All these years later, Young still doesn’t stray far from those objectives. “Rock and roll is not dead, but it’s in its last gasps. It’s so dusty right now, not allowed to be creative like other genres,” she says. “I wanted to make an album that was not formulaic in any way.”
That is an understatement. Live at the Witch’s Tit is a banshee’s exhalation of frustration with boundaries. As a result, Young has manifested a vast landscape of sounds. For instance, “Why Am I a Feelmale?” is sludged-out indie pop, while “I Love You Sooooo Much” is a levitating, R&B slow jam in the vein of Prince, where Vernon Reid sends you off with a virtuosic solo.
The album is, in kind, the sound of Young navigating a hurricane of emotions. “It was born, she says, “out of difficulty and obstacle.” Both her adoptive parents died. She (successfully) battled Lyme disease. And David Bowie—friends with her producer and someone she, too, had worked with—passed away. Says Young, “I’ve never been through so much while making an album.”

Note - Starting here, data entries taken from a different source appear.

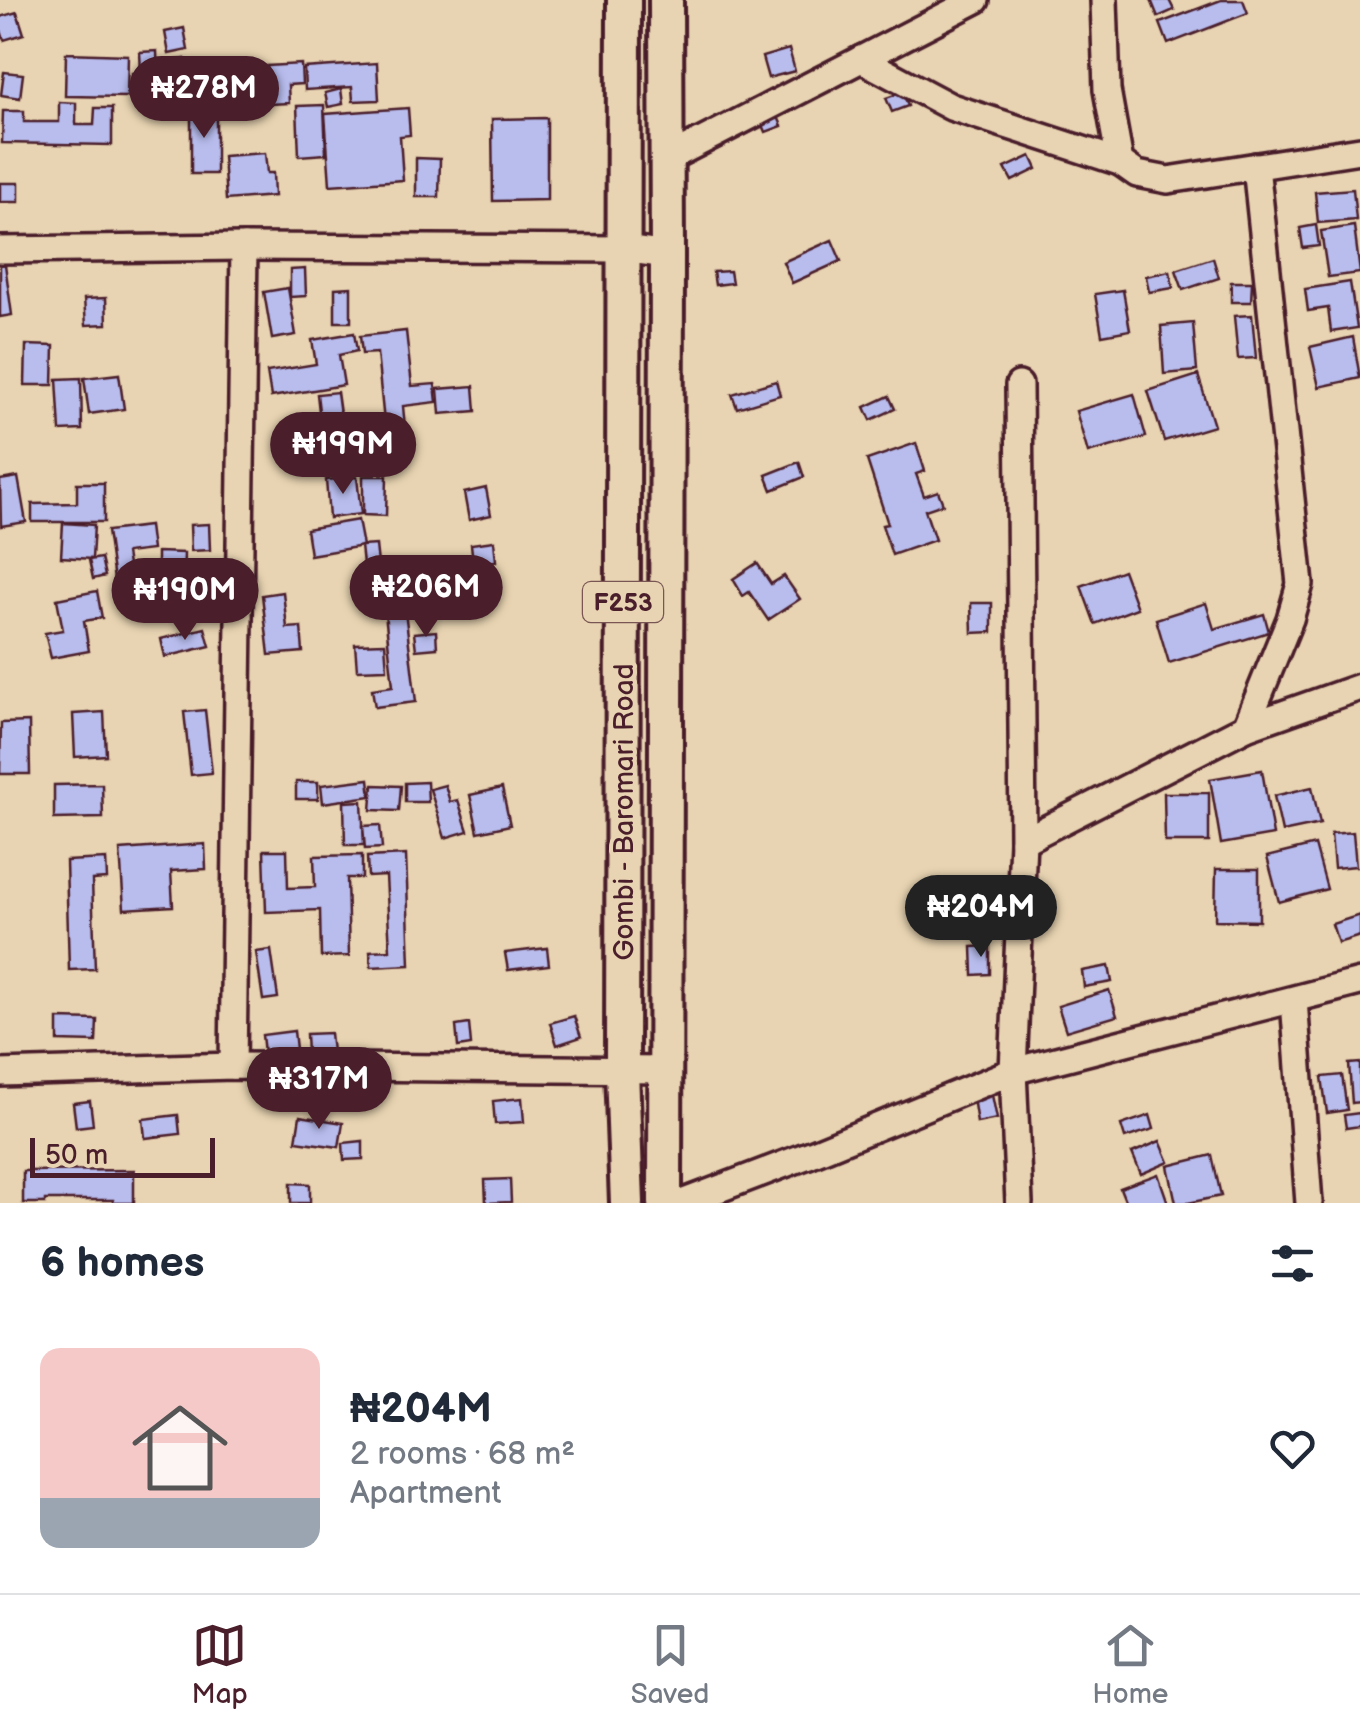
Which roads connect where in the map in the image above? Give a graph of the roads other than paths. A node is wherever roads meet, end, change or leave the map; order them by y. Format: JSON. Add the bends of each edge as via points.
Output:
{"nodes":[{"id":1,"x":624,"y":0,"type":"edge"},
{"id":2,"x":666,"y":0,"type":"edge"},
{"id":3,"x":976,"y":0,"type":"edge"},
{"id":4,"x":1104,"y":0,"type":"edge"},
{"id":5,"x":861,"y":59,"type":"junction"},
{"id":6,"x":1360,"y":150,"type":"edge"},
{"id":7,"x":666,"y":159,"type":"junction"},
{"id":8,"x":1120,"y":162,"type":"junction"},
{"id":9,"x":1256,"y":166,"type":"junction"},
{"id":10,"x":244,"y":247,"type":"junction"},
{"id":11,"x":624,"y":249,"type":"junction"},
{"id":12,"x":0,"y":250,"type":"edge"},
{"id":13,"x":667,"y":256,"type":"junction"},
{"id":14,"x":1019,"y":385,"type":"dead end"},
{"id":15,"x":1360,"y":687,"type":"edge"},
{"id":16,"x":1246,"y":727,"type":"junction"},
{"id":17,"x":1022,"y":840,"type":"junction"},
{"id":18,"x":1360,"y":982,"type":"edge"},
{"id":19,"x":1294,"y":1000,"type":"junction"},
{"id":20,"x":233,"y":1066,"type":"junction"},
{"id":21,"x":666,"y":1070,"type":"junction"},
{"id":22,"x":1013,"y":1070,"type":"junction"},
{"id":23,"x":622,"y":1071,"type":"junction"},
{"id":24,"x":0,"y":1073,"type":"edge"},
{"id":25,"x":627,"y":1203,"type":"edge"},
{"id":26,"x":665,"y":1203,"type":"edge"},
{"id":27,"x":682,"y":1203,"type":"edge"},
{"id":28,"x":1019,"y":1203,"type":"edge"},
{"id":29,"x":1309,"y":1203,"type":"edge"}],
"edges":[{"from":1,"to":11,"type":"main road","name":"Gombi - Baromari Road","number":"F253"},
{"from":2,"to":7,"type":"main road","name":"Gombi - Baromari Road","number":"F253"},
{"from":3,"to":5,"type":"street"},
{"from":4,"to":8,"type":"street","via":[[1107,90]]},
{"from":5,"to":7,"type":"street"},
{"from":5,"to":8,"type":"street","via":[[951,107]]},
{"from":6,"to":9,"type":"street"},
{"from":7,"to":13,"type":"main road","name":"Gombi - Baromari Road","number":"F253"},
{"from":8,"to":9,"type":"street","via":[[1137,174],[1168,180]]},
{"from":9,"to":16,"type":"street","via":[[1300,584]]},
{"from":10,"to":11,"type":"street"},
{"from":10,"to":12,"type":"street"},
{"from":10,"to":20,"type":"street"},
{"from":11,"to":13,"type":"street"},
{"from":11,"to":23,"type":"main road","name":"Gombi - Baromari Road","number":"F253"},
{"from":13,"to":21,"type":"main road","name":"Gombi - Baromari Road","number":"F253"},
{"from":14,"to":17,"type":"street"},
{"from":15,"to":16,"type":"street"},
{"from":16,"to":17,"type":"street"},
{"from":17,"to":22,"type":"street"},
{"from":18,"to":19,"type":"street"},
{"from":19,"to":22,"type":"street"},
{"from":19,"to":29,"type":"street"},
{"from":20,"to":23,"type":"street"},
{"from":20,"to":24,"type":"street"},
{"from":21,"to":23,"type":"street"},
{"from":21,"to":26,"type":"main road","name":"Gombi - Baromari Road","number":"F253"},
{"from":22,"to":27,"type":"street"},
{"from":22,"to":28,"type":"street"},
{"from":23,"to":25,"type":"main road","name":"Gombi - Baromari Road","number":"F253"}]}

This is Young’s eighth full length, the second one she’s co-produced with the legendary Tony Visconti (David Bowie, T. Rex), who’s worked on six of her albums in total. “If you’re creative, if you have your own voice, Tony is a great person to record with,” she says. “He’s not the type of producer who’s going to give you songs. You have to come in knowing who you are.” To that end, Young writes, and arranges, all her music. She also designs her album artwork and makes the clothes you see in her videos, which offer visceral glimpses of her riotous live shows. She even hunted down Zinner, who features prominently on “Feelmale” and adds texture to several other tracks, by herself.
In that way, Young’s most self-aware track—the off-kilter, theatrical hip hop of “These Are the Things I’m Not the Most”—is her manifesto to individualism. The song imagines Kate Bush passing the mic to Erykah Badu, as Young contemplates her upbringing and view of the ruling class, or “the white males who have everything, who get to make all the rules,” she says. “I grew up feeling like I’m not any race. I never felt wholly a part of anything.”
She elaborates on that sentiment with companion tracks such as the stark “Everything About You Is Always More Important Than Anything About Me” and “I Know You Are a Coward,” about musical cliques. “It’s taking punk to task,” she explains. In contrast, the indie-askew “Catland” is a celebration of female escapism that features the daughter of her longtime drummer, Jefferson Wayne White. “If anyone criticizes or tries to correct her, she’ll say, ‘But that’s how we do it in Catland.’ It’s her fantasy land, and I was inspired by that,” Young says. She even brought the five-year-old into the studio to record the track’s intro.
More than a decade ago, Visconti took Young into her first big studio. She had just moved to New York City, and he was working on David Bowie’s Heathen. “I was a sponge, soaking it in, wanting to learn as much as possible,” recalls Young, who ended up recruiting Bowie to duet on her 2003 track “Saviour.” “I remember David was so sharp on instrumentation. He had a talent for hearing the exact right thing that should go in the exact right place.”
Up until the exquisite requiem he left us with, Bowie paid attention to every detail of his music. Young is similarly disciplined. “I have always liked writing in different styles and bringing them together. My full day is put towards music,” she says. “Growing up, I never felt wholly a part of anything, except music. It really is my whole life.”